Above all, it must always be remembered that the final aim is the music itself - the exercises are a means to an end, not the end in itself. This is all the more clear when we see that many of the attractive features of Professor Feuchtwanger's DVD and book relate to the world that surrounds the exercises, both personal and general, that is, to his compositions, to his relations with other musicians, in particular the pianist Clara Haskil. In another words, Feuchtwanger brings to the specific dimension of the exercises what is already a fully developed musical understanding, as well as the philosophical and pedagogical influences of Eastern and Western thought and of practices that need not be speicifically musical, such as Alexander technique.

 

Unfortunately, I have too often seen in practice that students think of exercises such as these as a panacea, as a kind of 'miracle cure.' So they master the exercises, and play them with great facility, but then fail to make the decisive step towards applying their improved technique to the music. It need not be exercises - it can be scales, or Hanon, or Czerny. These students are scared, if you like, to venture beyond the safety of exercises into the big bad world of the music itself. And in the end their playing does not improve.

 

This failure could be avoided if students took to heart Professor Feuchtwanger's own words; Most people , he says in an interview, are slaves to technique. But technique is not about playing mechanically and quickly, it is also about tone-balance, colours…. He is also well aware of how relaxation, self-consciousness (or rather, becoming truly self-aware as opposed to inhibitedly self-conscious) and performance are all connected. Better ‘nice wrong notes,' he says, than ‘horrible right notes.' But just as students need to be taught to listen to the sound they are actually making, as opposed to what they are hearing in their heads, so anyone who embarks on these exercises must be willing to accept that they are a tool, not a talisman.

 

We might draw an analogy where a leading sportsman might visit a coach to have certain aspects of technique improved – a golf swing, a tennis backhand, a cricketer's bowling action, say – but where they are already confident in the context of their public activity. These exercises do not teach music, they teach how the body's deficiencies can be removed from interfering with the music.

 

I am sure (and the introductory talk at the start of the DVD gives a flavour of this), that lessons or masterclasses from Peter Feuchtwanger provide that added dimension of integration, of contextualisation, that cannot arise simply from a set of exercises. If I have a criticism of the DVD it is that this could be made clearer from the narrative in which the exercises are presented, especially as currently, the book is available only in German.

 

As the exercises unfolded, I was hoping to find musical examples, even a whole piece or movement, that illustrated their beneficial effect. I was delighted when ‘snippets,' as Feuchtwanger refers to them, were there at the end, but in passages of such brevity that the overall musical improvement could not be easily discerned. Finally, Malmqvist played a whole piece, an etude by Feuchtwanger himself, an imaginative combination of the influences of Indian music and his own exercises. It was, in other words, a composition built out of the exercises. I only wish that it had been a more ‘mainstream' example, one that would show the universal applicability of Feuchtwanger's method.

 

Professor Feuchtwanger comes with an enormously rich musical heritage (he was taught not only by Haskil, but also Edwin Fischer and Walter Gieseking; his book contains drawings, photographs and reminiscences of great interest) and his own considerable abilities (he reminisces at the start of the DVD as to how he reached a high level of proficiency, self-taught by ear from gramophone records playing a semitone sharp).

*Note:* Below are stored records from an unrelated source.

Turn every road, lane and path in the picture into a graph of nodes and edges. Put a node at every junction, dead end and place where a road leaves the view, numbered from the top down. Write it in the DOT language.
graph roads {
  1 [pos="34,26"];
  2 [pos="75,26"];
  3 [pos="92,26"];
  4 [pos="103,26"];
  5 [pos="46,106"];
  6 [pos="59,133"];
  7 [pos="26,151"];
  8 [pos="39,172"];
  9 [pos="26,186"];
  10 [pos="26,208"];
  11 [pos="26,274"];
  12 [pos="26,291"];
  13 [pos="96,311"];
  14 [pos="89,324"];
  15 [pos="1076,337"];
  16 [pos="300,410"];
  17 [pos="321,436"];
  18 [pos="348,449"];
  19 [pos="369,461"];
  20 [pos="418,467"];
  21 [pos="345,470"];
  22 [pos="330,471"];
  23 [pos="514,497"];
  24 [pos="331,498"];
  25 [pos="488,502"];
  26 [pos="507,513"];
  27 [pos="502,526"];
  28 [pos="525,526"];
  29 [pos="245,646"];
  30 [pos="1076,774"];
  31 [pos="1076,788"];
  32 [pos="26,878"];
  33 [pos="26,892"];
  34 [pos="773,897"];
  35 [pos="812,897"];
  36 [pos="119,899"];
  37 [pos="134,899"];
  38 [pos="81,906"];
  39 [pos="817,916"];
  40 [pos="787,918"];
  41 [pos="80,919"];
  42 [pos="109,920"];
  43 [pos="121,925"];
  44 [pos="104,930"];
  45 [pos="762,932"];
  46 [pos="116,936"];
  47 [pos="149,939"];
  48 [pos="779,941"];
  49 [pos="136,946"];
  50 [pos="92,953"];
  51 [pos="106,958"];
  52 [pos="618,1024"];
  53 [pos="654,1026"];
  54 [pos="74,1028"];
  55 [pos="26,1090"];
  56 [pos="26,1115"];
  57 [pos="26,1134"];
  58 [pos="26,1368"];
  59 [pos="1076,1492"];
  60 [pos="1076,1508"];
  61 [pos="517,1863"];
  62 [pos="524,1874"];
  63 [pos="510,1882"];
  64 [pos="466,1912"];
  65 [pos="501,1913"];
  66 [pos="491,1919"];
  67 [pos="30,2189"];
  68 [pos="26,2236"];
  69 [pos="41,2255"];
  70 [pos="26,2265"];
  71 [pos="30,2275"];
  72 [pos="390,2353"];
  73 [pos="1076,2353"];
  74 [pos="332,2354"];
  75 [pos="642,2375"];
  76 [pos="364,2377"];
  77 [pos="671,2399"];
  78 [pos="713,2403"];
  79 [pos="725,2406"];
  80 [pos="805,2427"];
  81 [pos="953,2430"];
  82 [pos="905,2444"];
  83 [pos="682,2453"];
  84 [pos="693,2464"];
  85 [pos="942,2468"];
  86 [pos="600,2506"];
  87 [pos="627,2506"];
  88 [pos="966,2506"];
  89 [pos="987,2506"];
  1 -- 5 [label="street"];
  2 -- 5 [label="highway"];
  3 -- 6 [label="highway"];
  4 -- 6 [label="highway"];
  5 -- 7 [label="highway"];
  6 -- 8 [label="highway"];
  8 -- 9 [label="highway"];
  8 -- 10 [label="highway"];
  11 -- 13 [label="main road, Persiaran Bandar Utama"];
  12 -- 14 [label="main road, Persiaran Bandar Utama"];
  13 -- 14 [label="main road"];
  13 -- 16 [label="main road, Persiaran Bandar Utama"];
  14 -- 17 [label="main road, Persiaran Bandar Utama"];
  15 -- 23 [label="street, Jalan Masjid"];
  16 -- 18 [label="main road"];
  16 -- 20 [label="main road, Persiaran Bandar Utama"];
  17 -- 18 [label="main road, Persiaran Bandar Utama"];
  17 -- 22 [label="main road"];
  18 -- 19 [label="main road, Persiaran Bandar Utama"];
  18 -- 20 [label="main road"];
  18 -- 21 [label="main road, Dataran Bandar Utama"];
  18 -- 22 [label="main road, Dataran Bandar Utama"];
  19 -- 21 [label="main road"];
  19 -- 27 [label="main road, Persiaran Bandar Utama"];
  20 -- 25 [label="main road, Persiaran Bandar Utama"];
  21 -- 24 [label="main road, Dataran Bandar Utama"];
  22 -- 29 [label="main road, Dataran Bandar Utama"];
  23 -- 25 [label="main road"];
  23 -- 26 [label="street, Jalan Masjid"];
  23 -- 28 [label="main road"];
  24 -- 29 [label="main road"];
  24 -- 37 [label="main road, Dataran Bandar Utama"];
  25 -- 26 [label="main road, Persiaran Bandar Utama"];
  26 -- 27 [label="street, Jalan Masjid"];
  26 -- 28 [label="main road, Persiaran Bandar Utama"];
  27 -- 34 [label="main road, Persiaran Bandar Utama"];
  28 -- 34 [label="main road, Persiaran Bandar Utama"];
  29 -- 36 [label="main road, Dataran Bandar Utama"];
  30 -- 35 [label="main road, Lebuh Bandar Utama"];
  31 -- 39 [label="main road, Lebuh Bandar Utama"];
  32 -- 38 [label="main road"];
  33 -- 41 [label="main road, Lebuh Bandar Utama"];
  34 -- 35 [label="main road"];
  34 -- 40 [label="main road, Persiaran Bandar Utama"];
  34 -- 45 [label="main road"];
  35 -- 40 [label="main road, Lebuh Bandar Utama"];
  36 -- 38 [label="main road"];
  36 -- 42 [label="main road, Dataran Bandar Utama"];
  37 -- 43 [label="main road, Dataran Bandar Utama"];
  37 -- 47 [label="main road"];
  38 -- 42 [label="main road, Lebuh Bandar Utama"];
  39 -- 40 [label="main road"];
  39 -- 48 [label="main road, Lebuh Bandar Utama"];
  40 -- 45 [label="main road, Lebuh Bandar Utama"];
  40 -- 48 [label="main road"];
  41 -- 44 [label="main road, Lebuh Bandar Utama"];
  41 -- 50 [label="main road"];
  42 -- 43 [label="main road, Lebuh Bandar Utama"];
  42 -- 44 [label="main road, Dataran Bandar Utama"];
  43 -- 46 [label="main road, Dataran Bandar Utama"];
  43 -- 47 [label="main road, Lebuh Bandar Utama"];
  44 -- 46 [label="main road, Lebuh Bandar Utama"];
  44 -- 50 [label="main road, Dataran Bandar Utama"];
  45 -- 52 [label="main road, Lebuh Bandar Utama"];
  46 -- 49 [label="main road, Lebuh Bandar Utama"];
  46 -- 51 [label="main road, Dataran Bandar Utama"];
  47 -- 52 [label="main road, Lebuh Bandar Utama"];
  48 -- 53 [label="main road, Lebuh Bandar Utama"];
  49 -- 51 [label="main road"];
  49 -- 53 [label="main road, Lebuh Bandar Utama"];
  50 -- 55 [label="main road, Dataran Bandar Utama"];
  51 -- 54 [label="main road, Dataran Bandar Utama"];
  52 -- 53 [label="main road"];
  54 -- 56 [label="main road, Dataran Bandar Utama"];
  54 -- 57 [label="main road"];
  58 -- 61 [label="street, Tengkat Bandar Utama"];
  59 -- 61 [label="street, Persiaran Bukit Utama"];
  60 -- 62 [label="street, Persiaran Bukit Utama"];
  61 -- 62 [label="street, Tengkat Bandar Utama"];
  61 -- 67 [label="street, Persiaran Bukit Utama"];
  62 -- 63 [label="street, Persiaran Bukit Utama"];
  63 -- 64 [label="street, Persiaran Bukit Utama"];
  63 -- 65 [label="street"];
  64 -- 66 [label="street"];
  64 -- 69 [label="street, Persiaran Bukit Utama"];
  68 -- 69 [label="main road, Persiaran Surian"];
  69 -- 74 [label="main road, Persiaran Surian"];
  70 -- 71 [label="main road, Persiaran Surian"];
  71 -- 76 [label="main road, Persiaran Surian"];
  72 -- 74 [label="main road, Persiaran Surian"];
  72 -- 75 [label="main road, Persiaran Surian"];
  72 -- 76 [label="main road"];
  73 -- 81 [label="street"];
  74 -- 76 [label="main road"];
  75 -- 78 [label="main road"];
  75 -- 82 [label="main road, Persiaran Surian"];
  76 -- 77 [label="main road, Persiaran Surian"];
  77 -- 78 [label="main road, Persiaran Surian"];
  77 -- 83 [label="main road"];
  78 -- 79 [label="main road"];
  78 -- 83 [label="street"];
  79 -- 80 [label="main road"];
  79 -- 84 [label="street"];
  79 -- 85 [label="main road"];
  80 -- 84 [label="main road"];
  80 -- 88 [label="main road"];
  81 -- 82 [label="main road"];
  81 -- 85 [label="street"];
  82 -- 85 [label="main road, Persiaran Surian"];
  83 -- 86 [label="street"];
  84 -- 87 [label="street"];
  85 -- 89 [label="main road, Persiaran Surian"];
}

Indeed, it is a shame that he chose the path of pure teaching and composition over that of performance so early. Though rare, the performances of eminent teacher-pianists of the past such as Heinrich Neuhaus remain fascinating. There are many forms of inspiration for those studying the piano, and certainly the inspiration of a great teacher is of immense importance. But arguably, the inspiration that comes from great performance is the most powerful of all.